Exercise details >> Go over the lines below, and when one contains the word "Seeufer", copy it.
BEGIN Records for the exercise
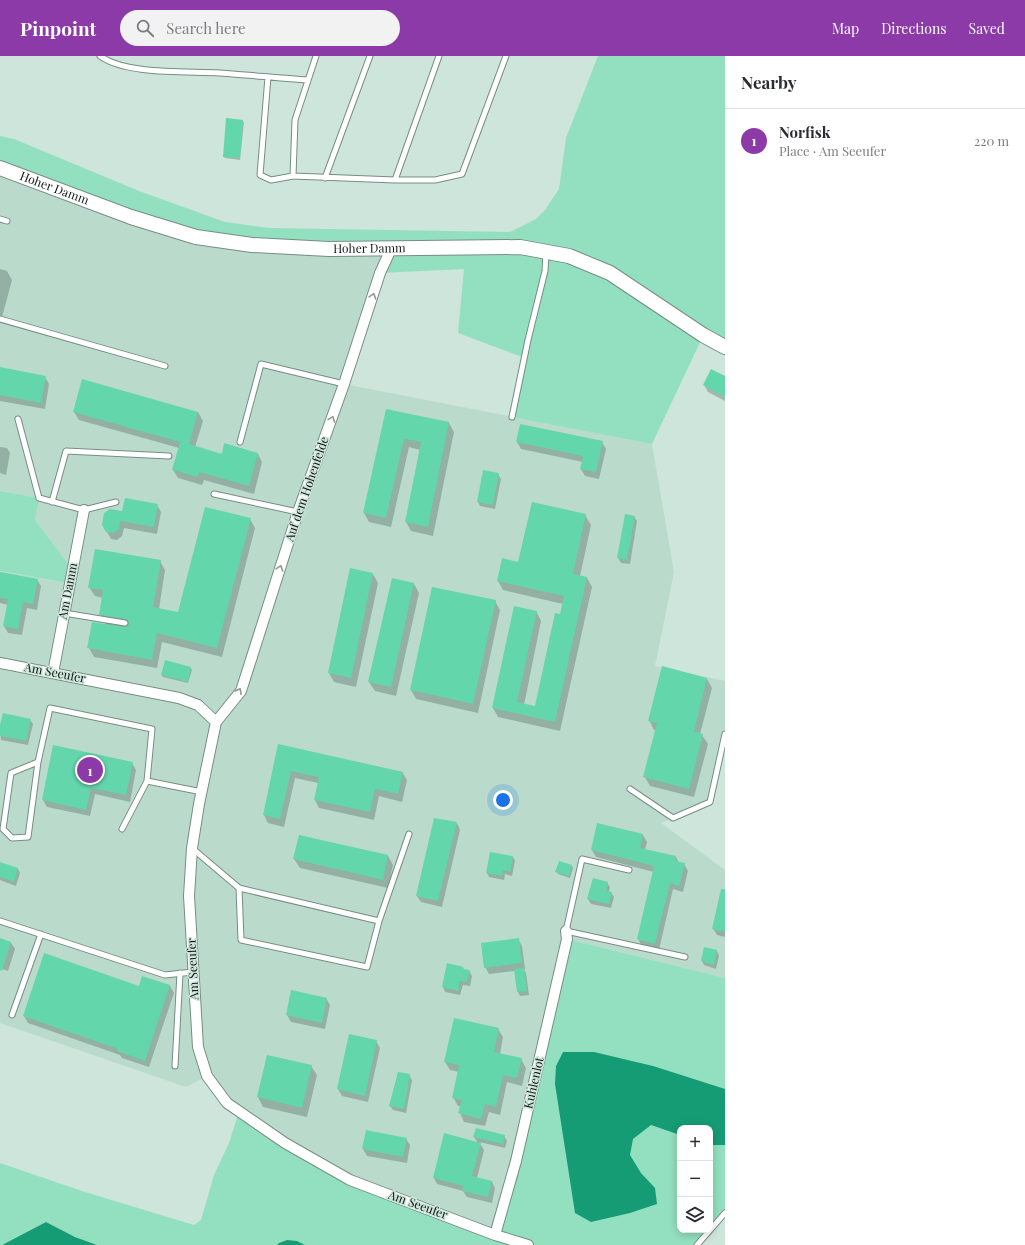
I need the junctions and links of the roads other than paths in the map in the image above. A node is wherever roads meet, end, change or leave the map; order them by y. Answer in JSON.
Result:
{"nodes":[{"id":1,"x":100,"y":56,"type":"edge"},
{"id":2,"x":316,"y":56,"type":"edge"},
{"id":3,"x":370,"y":56,"type":"edge"},
{"id":4,"x":439,"y":56,"type":"edge"},
{"id":5,"x":506,"y":56,"type":"edge"},
{"id":6,"x":268,"y":77,"type":"junction"},
{"id":7,"x":308,"y":80,"type":"junction"},
{"id":8,"x":0,"y":168,"type":"edge"},
{"id":9,"x":293,"y":176,"type":"junction"},
{"id":10,"x":325,"y":178,"type":"junction"},
{"id":11,"x":395,"y":180,"type":"junction"},
{"id":12,"x":0,"y":219,"type":"edge"},
{"id":13,"x":7,"y":221,"type":"dead end"},
{"id":14,"x":391,"y":249,"type":"junction"},
{"id":15,"x":546,"y":252,"type":"junction"},
{"id":16,"x":0,"y":319,"type":"edge"},
{"id":17,"x":725,"y":347,"type":"edge"},
{"id":18,"x":165,"y":366,"type":"dead end"},
{"id":19,"x":344,"y":384,"type":"junction"},
{"id":20,"x":512,"y":417,"type":"dead end"},
{"id":21,"x":18,"y":419,"type":"dead end"},
{"id":22,"x":240,"y":442,"type":"dead end"},
{"id":23,"x":169,"y":456,"type":"dead end"},
{"id":24,"x":214,"y":494,"type":"dead end"},
{"id":25,"x":52,"y":502,"type":"junction"},
{"id":26,"x":116,"y":502,"type":"dead end"},
{"id":27,"x":84,"y":510,"type":"junction"},
{"id":28,"x":298,"y":512,"type":"junction"},
{"id":29,"x":64,"y":612,"type":"junction"},
{"id":30,"x":125,"y":623,"type":"dead end"},
{"id":31,"x":0,"y":663,"type":"edge"},
{"id":32,"x":53,"y":673,"type":"junction"},
{"id":33,"x":216,"y":722,"type":"junction"},
{"id":34,"x":725,"y":734,"type":"edge"},
{"id":35,"x":38,"y":762,"type":"junction"},
{"id":36,"x":147,"y":781,"type":"junction"},
{"id":37,"x":630,"y":789,"type":"dead end"},
{"id":38,"x":202,"y":792,"type":"junction"},
{"id":39,"x":122,"y":829,"type":"dead end"},
{"id":40,"x":409,"y":834,"type":"dead end"},
{"id":41,"x":192,"y":848,"type":"junction"},
{"id":42,"x":629,"y":870,"type":"dead end"},
{"id":43,"x":239,"y":888,"type":"junction"},
{"id":44,"x":0,"y":921,"type":"edge"},
{"id":45,"x":379,"y":921,"type":"junction"},
{"id":46,"x":566,"y":931,"type":"junction"},
{"id":47,"x":41,"y":934,"type":"junction"},
{"id":48,"x":685,"y":957,"type":"dead end"},
{"id":49,"x":194,"y":972,"type":"junction"},
{"id":50,"x":180,"y":973,"type":"junction"},
{"id":51,"x":12,"y":1015,"type":"dead end"},
{"id":52,"x":175,"y":1066,"type":"dead end"},
{"id":53,"x":725,"y":1213,"type":"edge"},
{"id":54,"x":495,"y":1235,"type":"junction"},
{"id":55,"x":528,"y":1245,"type":"edge"},
{"id":56,"x":697,"y":1245,"type":"edge"}],
"edges":[{"from":1,"to":6,"type":"lane"},
{"from":2,"to":7,"type":"lane"},
{"from":3,"to":10,"type":"lane"},
{"from":4,"to":11,"type":"lane"},
{"from":5,"to":11,"type":"lane"},
{"from":6,"to":7,"type":"lane"},
{"from":6,"to":9,"type":"lane"},
{"from":7,"to":9,"type":"lane"},
{"from":8,"to":14,"type":"main road","name":"Hoher Damm"},
{"from":9,"to":10,"type":"lane"},
{"from":10,"to":11,"type":"lane"},
{"from":12,"to":13,"type":"lane"},
{"from":14,"to":15,"type":"main road","name":"Hoher Damm"},
{"from":19,"to":14,"type":"street","name":"Auf dem Hohenfelde","one_way":true},
{"from":15,"to":17,"type":"main road","name":"Hoher Damm"},
{"from":15,"to":20,"type":"lane"},
{"from":16,"to":18,"type":"lane"},
{"from":19,"to":22,"type":"lane"},
{"from":28,"to":19,"type":"street","name":"Auf dem Hohenfelde","one_way":true},
{"from":21,"to":25,"type":"lane"},
{"from":23,"to":25,"type":"lane"},
{"from":24,"to":28,"type":"lane"},
{"from":25,"to":27,"type":"lane"},
{"from":26,"to":27,"type":"lane"},
{"from":27,"to":29,"type":"street","name":"Am Damm"},
{"from":33,"to":28,"type":"street","name":"Auf dem Hohenfelde","one_way":true},
{"from":29,"to":30,"type":"lane"},
{"from":29,"to":32,"type":"street","name":"Am Damm"},
{"from":31,"to":32,"type":"street","name":"Am Seeufer"},
{"from":32,"to":33,"type":"street","name":"Am Seeufer"},
{"from":33,"to":38,"type":"street","name":"Am Seeufer"},
{"from":34,"to":37,"type":"lane"},
{"from":35,"to":35,"type":"lane"},
{"from":35,"to":36,"type":"lane"},
{"from":36,"to":38,"type":"lane"},
{"from":36,"to":39,"type":"lane"},
{"from":38,"to":41,"type":"street","name":"Am Seeufer"},
{"from":40,"to":45,"type":"lane"},
{"from":41,"to":43,"type":"lane"},
{"from":41,"to":49,"type":"street","name":"Am Seeufer"},
{"from":42,"to":46,"type":"lane"},
{"from":43,"to":45,"type":"lane"},
{"from":43,"to":45,"type":"lane"},
{"from":44,"to":47,"type":"lane"},
{"from":46,"to":48,"type":"lane"},
{"from":46,"to":54,"type":"street","name":"Kuhlenlot"},
{"from":47,"to":50,"type":"lane"},
{"from":47,"to":51,"type":"lane"},
{"from":49,"to":50,"type":"lane"},
{"from":49,"to":54,"type":"street","name":"Am Seeufer"},
{"from":50,"to":52,"type":"lane"},
{"from":53,"to":56,"type":"lane"},
{"from":54,"to":55,"type":"street","name":"Am Seeufer"}]}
END Records for the exercise
Exercise output >>
{"from":31,"to":32,"type":"street","name":"Am Seeufer"},
{"from":32,"to":33,"type":"street","name":"Am Seeufer"},
{"from":33,"to":38,"type":"street","name":"Am Seeufer"},
{"from":38,"to":41,"type":"street","name":"Am Seeufer"},
{"from":41,"to":49,"type":"street","name":"Am Seeufer"},
{"from":49,"to":54,"type":"street","name":"Am Seeufer"},
{"from":54,"to":55,"type":"street","name":"Am Seeufer"}]}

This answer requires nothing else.